I recently attended the National Conference of the CCCA. Unsurprisingly, there were several sessions that dealt with some aspect of innovation in legal services.
I recently attended the National Conference of the CCCA. Unsurprisingly, there were several sessions that dealt with some aspect of innovation in legal services. Titles included “Innovation Reality Check: Measuring What is Real and Important to Your Organization,” “Innovation and Efficiency: Tales from the In-House Counsel Trenches” and “Managing Uncertainty: Tools to Implement Your Innovation Idea.” It is often the case with panels that some presentations are better than others.

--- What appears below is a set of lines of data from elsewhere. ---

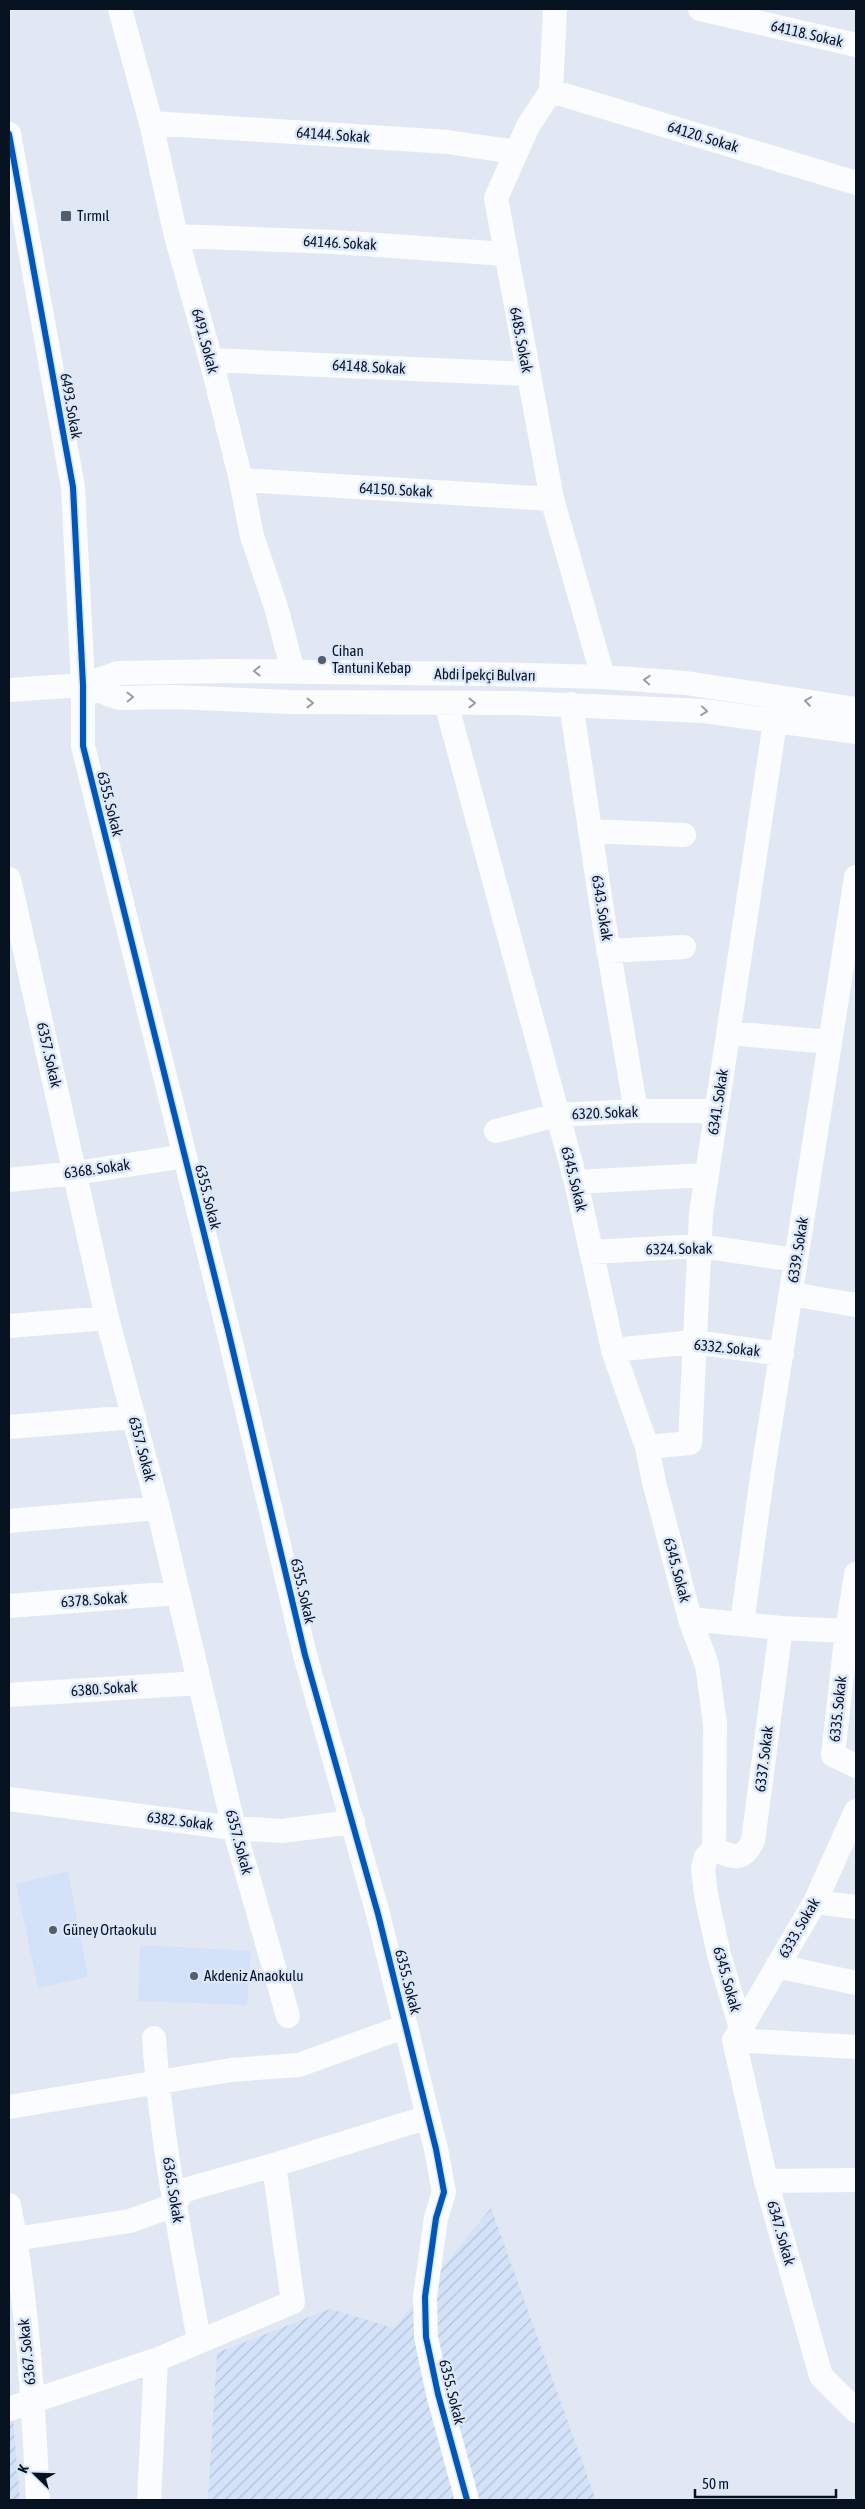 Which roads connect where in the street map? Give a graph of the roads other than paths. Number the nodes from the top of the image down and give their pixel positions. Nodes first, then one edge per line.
1 (120, 9) edge
2 (555, 9) edge
3 (700, 9) edge
4 (856, 45) edge
5 (551, 91) junction
6 (151, 123) junction
7 (9, 134) edge
8 (515, 152) junction
9 (856, 183) edge
10 (176, 236) junction
11 (505, 254) junction
12 (211, 360) junction
13 (528, 374) junction
14 (241, 480) junction
15 (552, 499) junction
16 (294, 671) junction
17 (603, 677) junction
18 (83, 685) junction
19 (9, 690) edge
20 (446, 703) junction
21 (571, 704) junction
22 (856, 709) edge
23 (775, 722) junction
24 (856, 732) edge
25 (590, 831) junction
26 (684, 835) dead end
27 (856, 877) edge
28 (9, 879) edge
29 (684, 947) dead end
30 (608, 951) junction
31 (729, 1033) junction
32 (830, 1042) junction
33 (636, 1111) junction
34 (716, 1111) junction
35 (557, 1115) junction
36 (496, 1131) dead end
37 (184, 1156) junction
38 (76, 1174) junction
39 (706, 1175) junction
40 (9, 1180) edge
41 (576, 1182) junction
42 (700, 1246) junction
43 (591, 1252) junction
44 (795, 1260) junction
45 (791, 1294) junction
46 (856, 1305) edge
47 (107, 1318) junction
48 (9, 1326) edge
49 (694, 1342) junction
50 (613, 1350) junction
51 (782, 1354) junction
52 (134, 1417) junction
53 (9, 1427) edge
54 (647, 1447) junction
55 (158, 1508) junction
56 (9, 1521) edge
57 (856, 1574) edge
58 (178, 1593) junction
59 (9, 1606) edge
60 (690, 1619) junction
61 (742, 1623) junction
62 (781, 1628) junction
63 (847, 1631) junction
64 (199, 1683) junction
65 (9, 1695) edge
66 (856, 1766) edge
67 (9, 1799) edge
68 (856, 1811) edge
69 (352, 1822) junction
70 (234, 1828) junction
71 (714, 1849) junction
72 (814, 1902) junction
73 (856, 1907) edge
74 (777, 1966) junction
75 (856, 1983) edge
76 (288, 2016) dead end
77 (406, 2026) junction
78 (738, 2034) junction
79 (154, 2038) dead end
80 (856, 2047) edge
81 (157, 2081) junction
82 (9, 2106) edge
83 (428, 2117) junction
84 (274, 2166) junction
85 (856, 2180) edge
86 (766, 2181) junction
87 (9, 2205) edge
88 (174, 2205) junction
89 (15, 2239) junction
90 (199, 2340) junction
91 (156, 2360) junction
92 (32, 2401) junction
93 (853, 2403) edge
94 (9, 2409) edge
95 (38, 2500) edge
96 (149, 2500) edge
97 (467, 2500) edge

1 - 6 street, 6491. Sokak
2 - 5 street, 6485. Sokak
3 - 4 street, 64118. Sokak
5 - 8 street, 6485. Sokak
5 - 9 street, 64120. Sokak
6 - 8 street, 64144. Sokak
6 - 10 street, 6491. Sokak
7 - 18 street, 6493. Sokak
8 - 11 street, 6485. Sokak
10 - 11 street, 64146. Sokak
10 - 12 street, 6491. Sokak
11 - 13 street, 6485. Sokak
12 - 13 street, 64148. Sokak
12 - 14 street, 6491. Sokak
13 - 15 street, 6485. Sokak
14 - 15 street, 64150. Sokak
14 - 16 street, 6491. Sokak
15 - 17 street, 6485. Sokak
16 - 17 street, Abdi İpekçi Bulvarı
16 -> 18 street, Abdi İpekçi Bulvarı
22 -> 17 street, Abdi İpekçi Bulvarı
18 - 19 street, Abdi İpekçi Bulvarı
18 -> 20 street, Abdi İpekçi Bulvarı
18 - 37 street, 6355. Sokak
20 -> 21 street, Abdi İpekçi Bulvarı
20 - 35 street, 6345. Sokak
21 -> 23 street, Abdi İpekçi Bulvarı
21 - 25 street, 6343. Sokak
23 - 24 street, Abdi İpekçi Bulvarı
23 - 31 street, 6341. Sokak
25 - 26 street
25 - 30 street, 6343. Sokak
27 - 32 street, 6339. Sokak
28 - 38 street, 6357. Sokak
29 - 30 street
30 - 33 street, 6343. Sokak
31 - 32 street
31 - 34 street, 6341. Sokak
32 - 44 street, 6339. Sokak
33 - 34 street, 6320. Sokak
33 - 35 street, 6320. Sokak
34 - 39 street, 6341. Sokak
35 - 36 street, 6320. Sokak
35 - 41 street, 6345. Sokak
37 - 38 street, 6368. Sokak
37 - 69 street, 6355. Sokak
38 - 40 street, 6368. Sokak
38 - 47 street, 6357. Sokak
39 - 41 street
39 - 42 street, 6341. Sokak
41 - 43 street, 6345. Sokak
42 - 43 street, 6324. Sokak
42 - 44 street, 6324. Sokak
42 - 49 street, 6341. Sokak
43 - 50 street, 6345. Sokak
44 - 45 street, 6339. Sokak
45 - 46 street
45 - 51 street, 6339. Sokak
47 - 48 street
47 - 52 street, 6357. Sokak
49 - 50 street, 6332. Sokak
49 - 51 street, 6332. Sokak
49 - 54 street, 6341. Sokak
50 - 54 street, 6345. Sokak
51 - 61 street, 6339. Sokak
52 - 53 street
52 - 55 street, 6357. Sokak
54 - 60 street, 6345. Sokak
55 - 56 street
55 - 58 street, 6357. Sokak
57 - 63 street, 6335. Sokak
58 - 59 street, 6378. Sokak
58 - 64 street, 6357. Sokak
60 - 61 street
60 - 71 street, 6345. Sokak
61 - 62 street
62 - 63 street
62 - 71 street, 6337. Sokak
63 - 66 street, 6335. Sokak
64 - 65 street, 6380. Sokak
64 - 70 street, 6357. Sokak
67 - 70 street, 6382. Sokak
68 - 72 street, 6333. Sokak
69 - 70 street, 6382. Sokak
69 - 77 street, 6355. Sokak
70 - 76 street, 6357. Sokak
71 - 78 street, 6345. Sokak
72 - 73 street
72 - 74 street, 6333. Sokak
74 - 75 street
74 - 78 street, 6333. Sokak
77 - 81 street
77 - 83 street, 6355. Sokak
78 - 80 street
78 - 86 street, 6347. Sokak
79 - 81 street, 6365. Sokak
81 - 82 street
81 - 88 street, 6365. Sokak
83 - 84 street
83 - 97 street, 6355. Sokak
84 - 88 street
84 - 90 street
85 - 86 street
86 - 93 street, 6347. Sokak
87 - 89 street, 6367. Sokak
88 - 89 street
88 - 90 street, 6365. Sokak
89 - 92 street, 6367. Sokak
90 - 91 street
91 - 92 street
91 - 96 street
92 - 94 street
92 - 95 street, 6367. Sokak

Mark Le Blanc, general counsel of TV Ontario, described the transition of his organization from broadcaster to digital company. While other speakers focused on the technology aspects of innovation, Le Blanc was quick to point out that most of the innovation was in processes rather than technology. It becomes important to engage employees in the change and transformation processes. Friedrich Blase, executive-in-residence at Ryerson University’s Legal Innovation Zone, agreed, first by observing that requests for proposals for the application of technology to legal services are usually too broad and need to be simpler. Like Le Blanc, he said processes and the resources to run the technology are prerequisites.
Corporate law departments will wait a long time for their IT departments or their strategic sourcing departments to write technology specifications that fit the bill. Yet, there are few lawyers with the skills, let alone the time, to contribute to the acquisition of technologies such as matter management systems or artificial intelligence applications that lighten the load of individual lawyers for document analysis and drafting. A few years ago, then Boston-based Casey Flaherty developed a 10-part technology literacy test for law firms and lawyers. Law departments were then able to compare the scores of their preferred law firms and then decide where to allocate work cost effectively.

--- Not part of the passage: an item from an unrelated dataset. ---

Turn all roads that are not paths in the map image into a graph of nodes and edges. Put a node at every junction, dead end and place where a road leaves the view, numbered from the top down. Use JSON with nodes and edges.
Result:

In the spirit of “what gets measured gets done,” I asked one conference participant whether changing the compensation architecture of in-house counsel would focus and accelerate innovation in legal services. As an example, I asked whether it would be possible to allocate 15-per-cent of earnable compensation to successful innovation. Thinking that innovation meant technology, the response was “certainly not more than one or two per cent.”

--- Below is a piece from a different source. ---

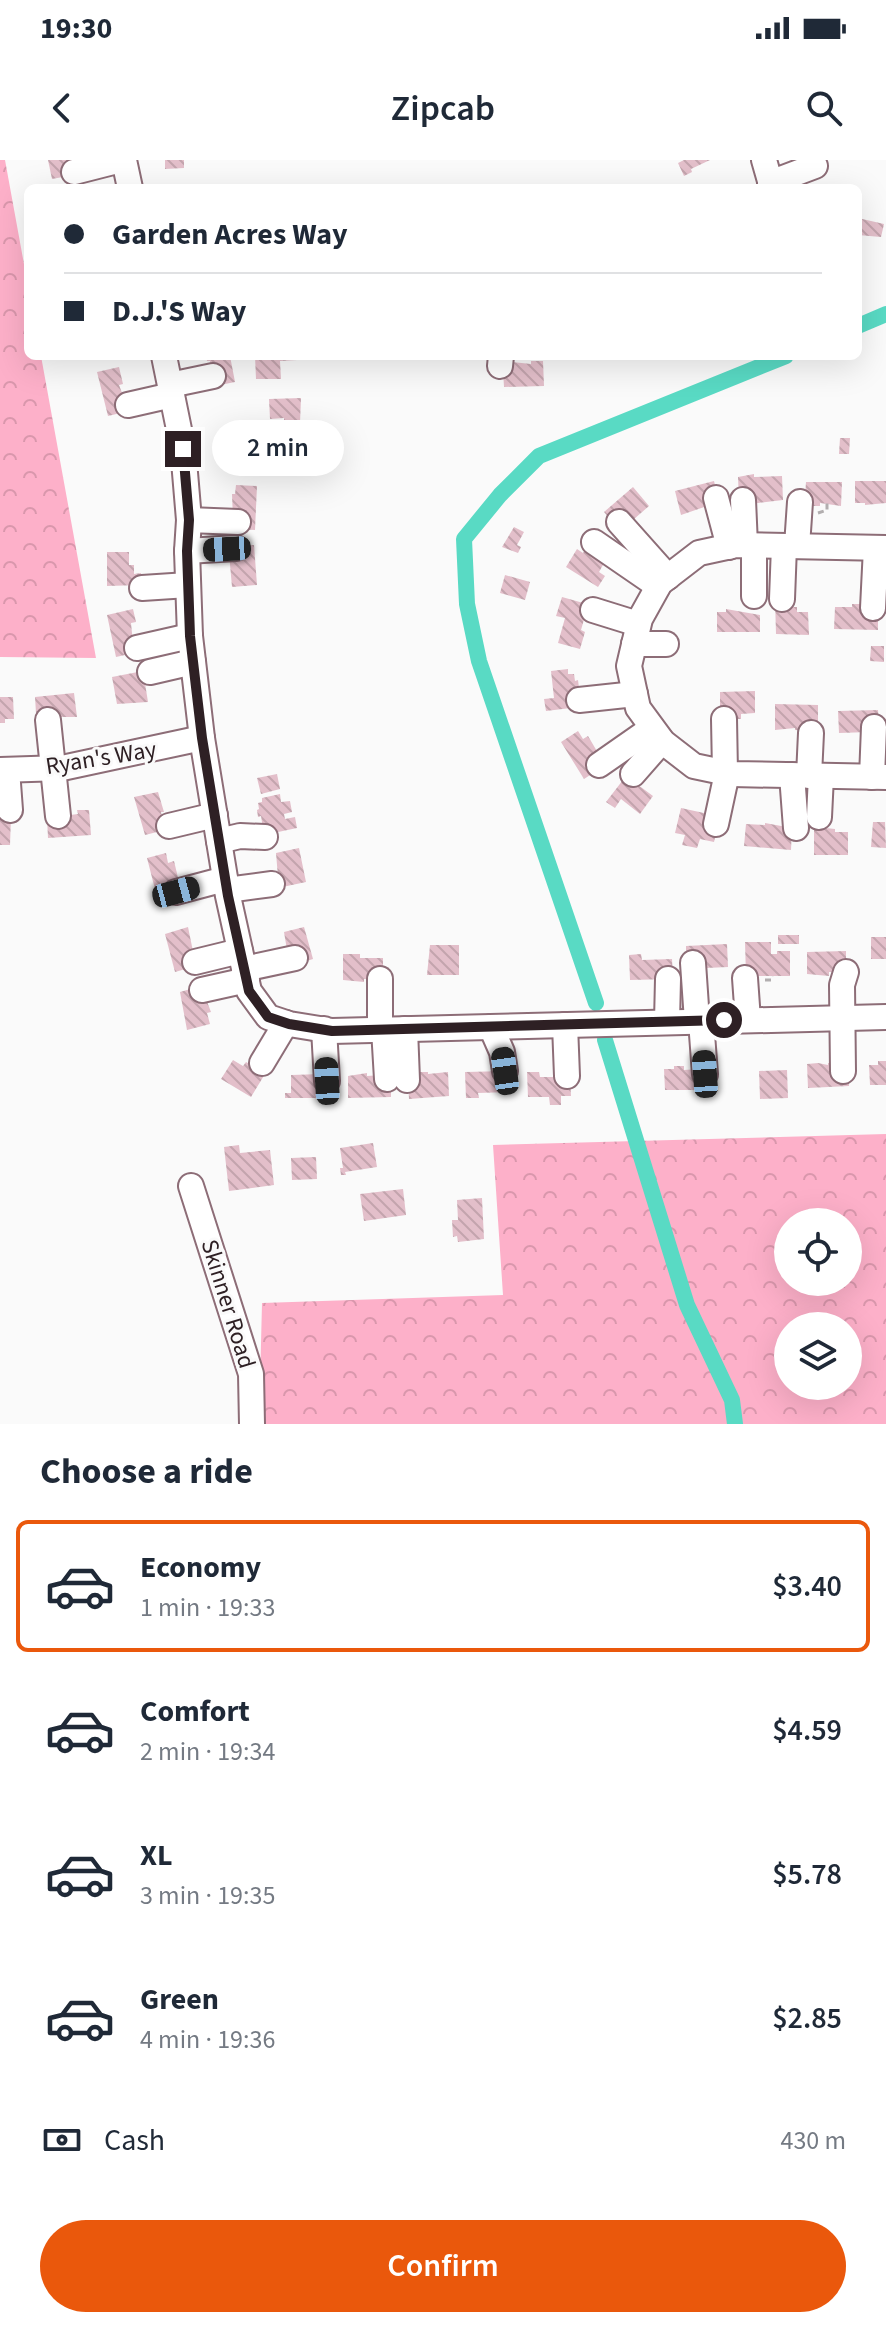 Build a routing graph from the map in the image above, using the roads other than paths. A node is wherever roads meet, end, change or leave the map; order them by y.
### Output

Approaching innovation more broadly, in the sense that it could include new processes or increased proficiency in certain skills or in making clients more self-sufficient and less dependent on the law department, then yes — compensation of in-house counsel for successful innovation begins to make sense. No doubt, lawyers do substantively excellent legal work and are under continuous pressure to turn around advice and documents. Yesterday is never soon enough. It is hard to innovate with work backlogs and interruptions from all quarters. Better to start with three or four changes that have immediate impact and that do not rely on technology to implement.
As part of regular interviews of in-house counsel, I ask:
- What percentage of your files in a year require five or fewer hours, six to 25 hours or more than 25 hours to complete?
- Who can contact the law department? Are there restrictions?
- How many individuals in the company, as opposed to business units, account for 80 per cent of your work each year?
- Is there a written policy in the company that stipulates “when to call your lawyer”?
- How many hours do you work each week?
- How long is your backlog of work?
After reviewing workflow and workload data with more than 40 law departments in recent years, I have found that senior in-house counsel can spend up to 70 per cent of their time on matters (read non-complex) that require less than 25 hours, that most law departments have no restrictions on who can call the legal department and no written guidance on when to call and not call. Our studies reveal that work weeks average 50 hours, especially in smaller law departments, but that the backlog of work that can be achieved without further client or other input averages three days.
Imagine if more clients were self-sufficient, that guidance on when to call the legal department was explicit and that counsel would not spend more than 25 per cent of their time on matters requiring fewer than 25 hours. There would be more time to innovate, to help clients with business solutions and to be faced with professional challenges throughout a 30-year career. Innovation in legal services can take many forms and does not have to be complicated.